Cette évolution ne se résume pas à une réduction des embauches, mais à une refonte du recrutement. Alors que les outils d’IA prennent en charge des tâches de plus en plus routinières et de niveau débutant, les entreprises privilégient les postes à fort potentiel technique. Les grandes entreprises technologiques redoublent d’efforts en matière d’apprentissage automatique et d’ingénierie des données, tandis que les fonctions non techniques comme le recrutement, les produits et les ventes continuent de diminuer, ce qui rend particulièrement difficile pour la génération Z et les talents en début de carrière de percer.

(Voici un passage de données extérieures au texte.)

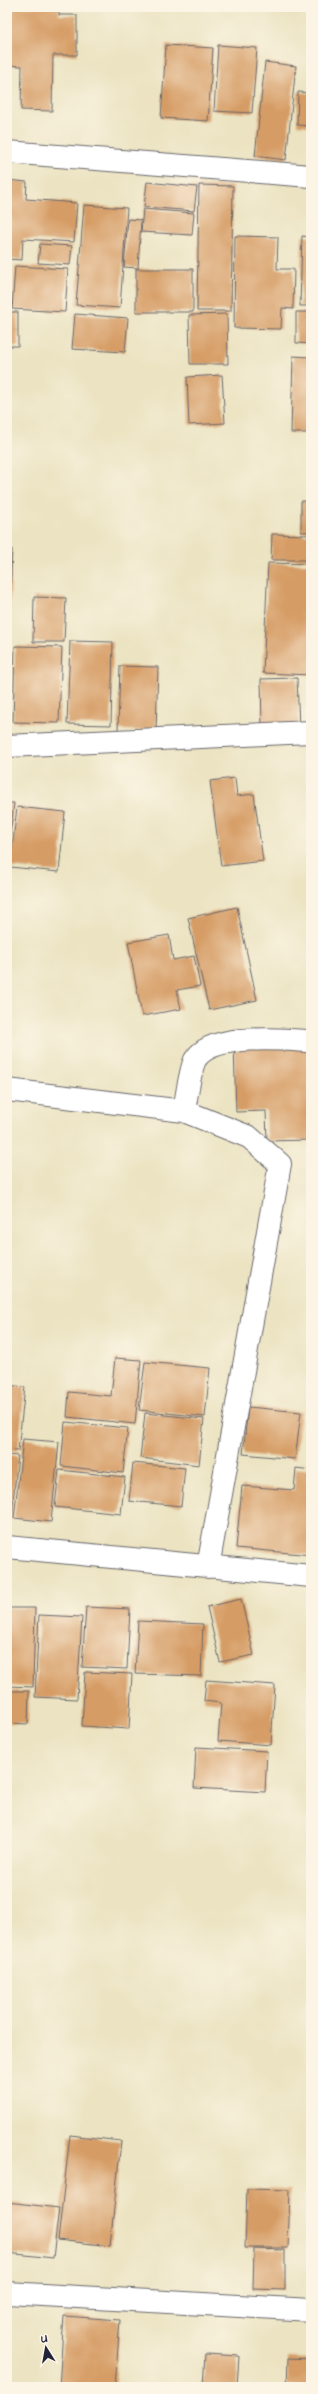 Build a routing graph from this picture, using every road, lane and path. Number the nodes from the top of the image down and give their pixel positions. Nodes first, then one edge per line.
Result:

Le paradoxe de l’expérience

Il ne s’agit pas seulement d’un ralentissement des embauches, mais d’une évolution des attentes. Aujourd’hui, les employeurs du secteur technologique ne recherchent plus le potentiel, mais des preuves. Les jeunes diplômés se retrouvent donc dans une situation inextricable : il faut de l’expérience pour obtenir le poste, mais il faut le poste pour acquérir de l’expérience.

Dans un monde où les équipes sont réduites et les budgets serrés, il y a peu de place pour investir dans la formation. La pénurie de nouveaux talents s’accentue, créant une concurrence féroce pour les rares postes de débutants restants. La cruelle ironie du sort ? Les entreprises publient des postes juniors, mais les pourvoient avec des indépendants expérimentés -un phénomène connu sous le nom de « paradoxe de l’expérience ».